American Chemical Society
Browse
ja1c13706_si_001.pdf (894.25 kB)

Mechanism of Radical S‑Adenosyl-l-methionine Adenosylation: Radical Intermediates and the Catalytic Competence of the 5′-Deoxyadenosyl Radical

Download (894.25 kB)
journal contribution
posted on 2022-03-08, 18:07 authored by Maike N. Lundahl, Raymond Sarksian, Hao Yang, Richard J. Jodts, Adrien Pagnier, Donald F. Smith, Martín A. Mosquera, Wilfred A. van der Donk, Brian M. Hoffman, William E. Broderick, Joan B. Broderick
Radical S-adenosyl-l-methionine (SAM) enzymes employ a [4Fe–4S] cluster and SAM to initiate diverse radical reactions via either H-atom abstraction or substrate adenosylation. Here we use freeze-quench techniques together with electron paramagnetic resonance (EPR) spectroscopy to provide snapshots of the reaction pathway in an adenosylation reaction catalyzed by the radical SAM enzyme pyruvate formate-lyase activating enzyme on a peptide substrate containing a dehydroalanine residue in place of the target glycine. The reaction proceeds via the initial formation of the organometallic intermediate Ω, as evidenced by the characteristic EPR signal with g = 2.035 and g = 2.004 observed when the reaction is freeze-quenched at 500 ms. Thermal annealing of frozen Ω converts it into a second paramagnetic species centered at giso = 2.004; this second species was generated directly using freeze-quench at intermediate times (∼8 s) and unequivocally identified via isotopic labeling and EPR spectroscopy as the tertiary peptide radical resulting from adenosylation of the peptide substrate. An additional paramagnetic species observed in samples quenched at intermediate times was revealed through thermal annealing while frozen and spectral subtraction as the SAM-derived 5′-deoxyadenosyl radical (5′-dAdo•).
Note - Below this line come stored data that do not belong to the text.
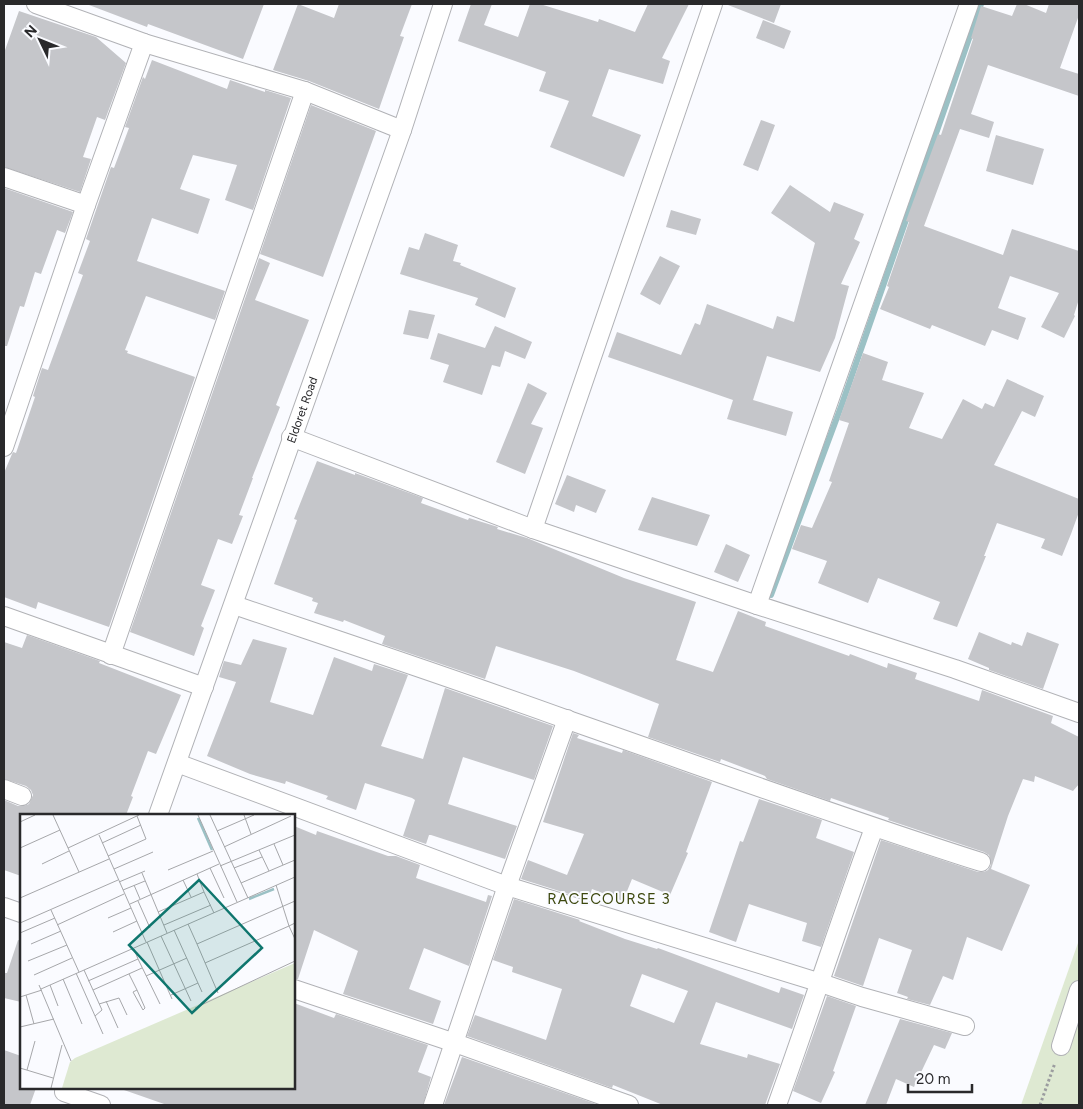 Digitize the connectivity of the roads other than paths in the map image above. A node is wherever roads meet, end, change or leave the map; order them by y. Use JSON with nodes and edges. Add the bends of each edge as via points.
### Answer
{"nodes":[{"id":1,"x":36,"y":4,"type":"edge"},
{"id":2,"x":443,"y":4,"type":"edge"},
{"id":3,"x":714,"y":4,"type":"edge"},
{"id":4,"x":969,"y":4,"type":"edge"},
{"id":5,"x":144,"y":43,"type":"junction"},
{"id":6,"x":305,"y":91,"type":"junction"},
{"id":7,"x":402,"y":130,"type":"junction"},
{"id":8,"x":4,"y":178,"type":"edge"},
{"id":9,"x":86,"y":205,"type":"junction"},
{"id":10,"x":291,"y":437,"type":"junction"},
{"id":11,"x":5,"y":438,"type":"edge"},
{"id":12,"x":533,"y":529,"type":"junction"},
{"id":13,"x":234,"y":605,"type":"junction"},
{"id":14,"x":757,"y":605,"type":"junction"},
{"id":15,"x":4,"y":616,"type":"edge"},
{"id":16,"x":111,"y":655,"type":"junction"},
{"id":17,"x":204,"y":687,"type":"junction"},
{"id":18,"x":1079,"y":713,"type":"edge"},
{"id":19,"x":567,"y":719,"type":"junction"},
{"id":20,"x":177,"y":763,"type":"junction"},
{"id":21,"x":4,"y":789,"type":"edge"},
{"id":22,"x":22,"y":796,"type":"dead end"},
{"id":23,"x":158,"y":814,"type":"edge"},
{"id":24,"x":874,"y":828,"type":"junction"},
{"id":25,"x":981,"y":862,"type":"dead end"},
{"id":26,"x":507,"y":886,"type":"junction"},
{"id":27,"x":4,"y":906,"type":"edge"},
{"id":28,"x":20,"y":913,"type":"edge"},
{"id":29,"x":821,"y":983,"type":"junction"},
{"id":30,"x":295,"y":989,"type":"edge"},
{"id":31,"x":1079,"y":990,"type":"edge"},
{"id":32,"x":964,"y":1026,"type":"dead end"},
{"id":33,"x":455,"y":1043,"type":"junction"},
{"id":34,"x":1061,"y":1046,"type":"road end"},
{"id":35,"x":63,"y":1095,"type":"edge"},
{"id":36,"x":101,"y":1105,"type":"edge"},
{"id":37,"x":433,"y":1105,"type":"edge"},
{"id":38,"x":629,"y":1105,"type":"edge"},
{"id":39,"x":777,"y":1105,"type":"edge"}],
"edges":[{"from":1,"to":5,"type":"street"},
{"from":2,"to":7,"type":"street","name":"Eldoret Road"},
{"from":3,"to":12,"type":"street"},
{"from":4,"to":14,"type":"street"},
{"from":5,"to":6,"type":"street"},
{"from":5,"to":9,"type":"street"},
{"from":6,"to":7,"type":"street"},
{"from":6,"to":16,"type":"street"},
{"from":7,"to":10,"type":"street","name":"Eldoret Road"},
{"from":8,"to":9,"type":"street"},
{"from":9,"to":11,"type":"street"},
{"from":10,"to":12,"type":"street"},
{"from":10,"to":13,"type":"street","name":"Eldoret Road"},
{"from":12,"to":14,"type":"street"},
{"from":13,"to":17,"type":"street","name":"Eldoret Road"},
{"from":13,"to":19,"type":"street"},
{"from":14,"to":18,"type":"street"},
{"from":15,"to":16,"type":"street"},
{"from":16,"to":17,"type":"street"},
{"from":17,"to":20,"type":"street","name":"Eldoret Road"},
{"from":19,"to":24,"type":"street"},
{"from":19,"to":26,"type":"street"},
{"from":20,"to":23,"type":"street","name":"Eldoret Road"},
{"from":20,"to":26,"type":"street"},
{"from":21,"to":22,"type":"street"},
{"from":24,"to":25,"type":"street"},
{"from":24,"to":29,"type":"street","via":[[845,905]]},
{"from":26,"to":29,"type":"street"},
{"from":26,"to":33,"type":"street"},
{"from":27,"to":28,"type":"street"},
{"from":29,"to":32,"type":"street"},
{"from":29,"to":39,"type":"street"},
{"from":30,"to":33,"type":"street"},
{"from":31,"to":34,"type":"street"},
{"from":33,"to":37,"type":"street"},
{"from":33,"to":38,"type":"street"},
{"from":35,"to":36,"type":"street"}]} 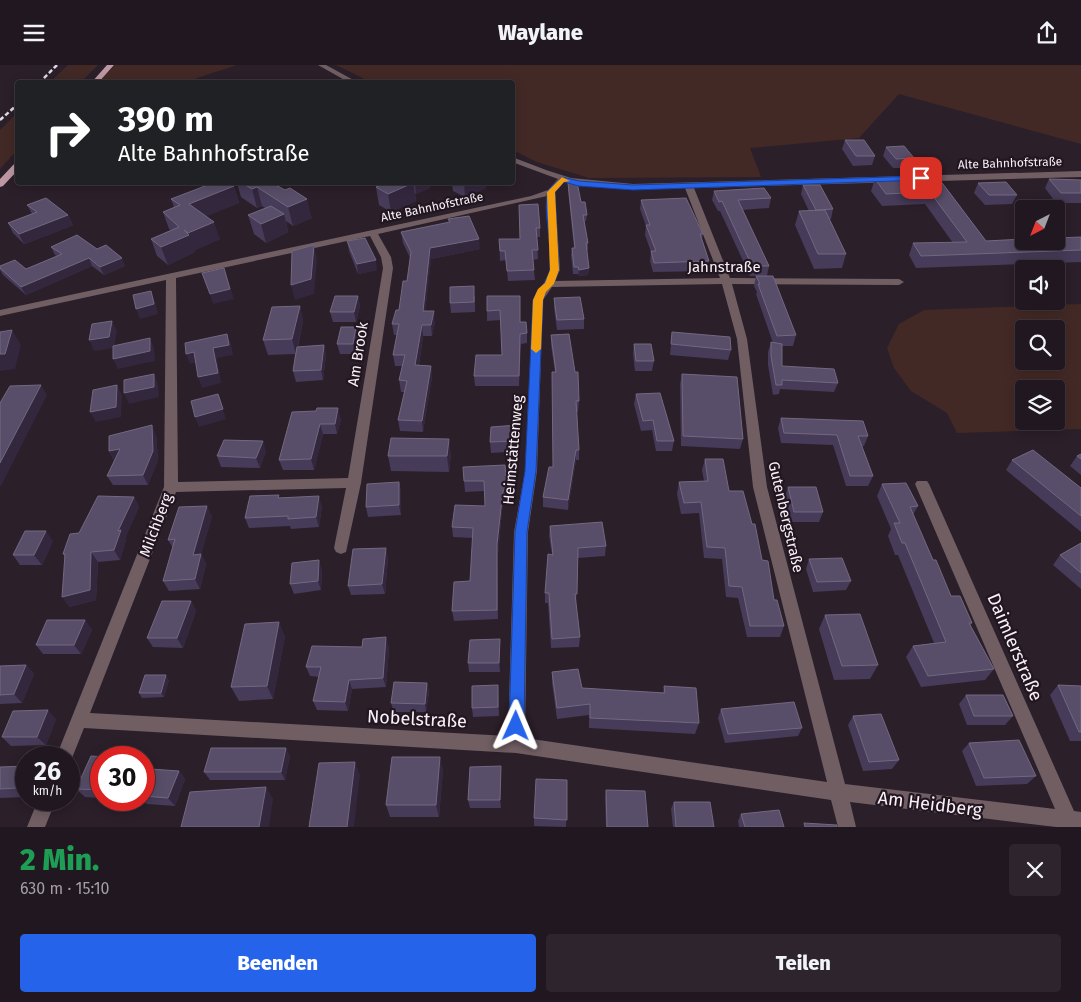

The time course of the 5′-dAdo• and tertiary peptide radical EPR signals reveals that the former generates the latter. These results thus support a mechanism in which Ω liberates 5′-dAdo• by Fe–C5′ bond homolysis, and the 5′-dAdo• attacks the dehydroalanine residue of the peptide substrate to form the adenosylated peptide radical species. The results thus provide a picture of a catalytically competent 5′-dAdo• intermediate trapped just prior to reaction with the substrate.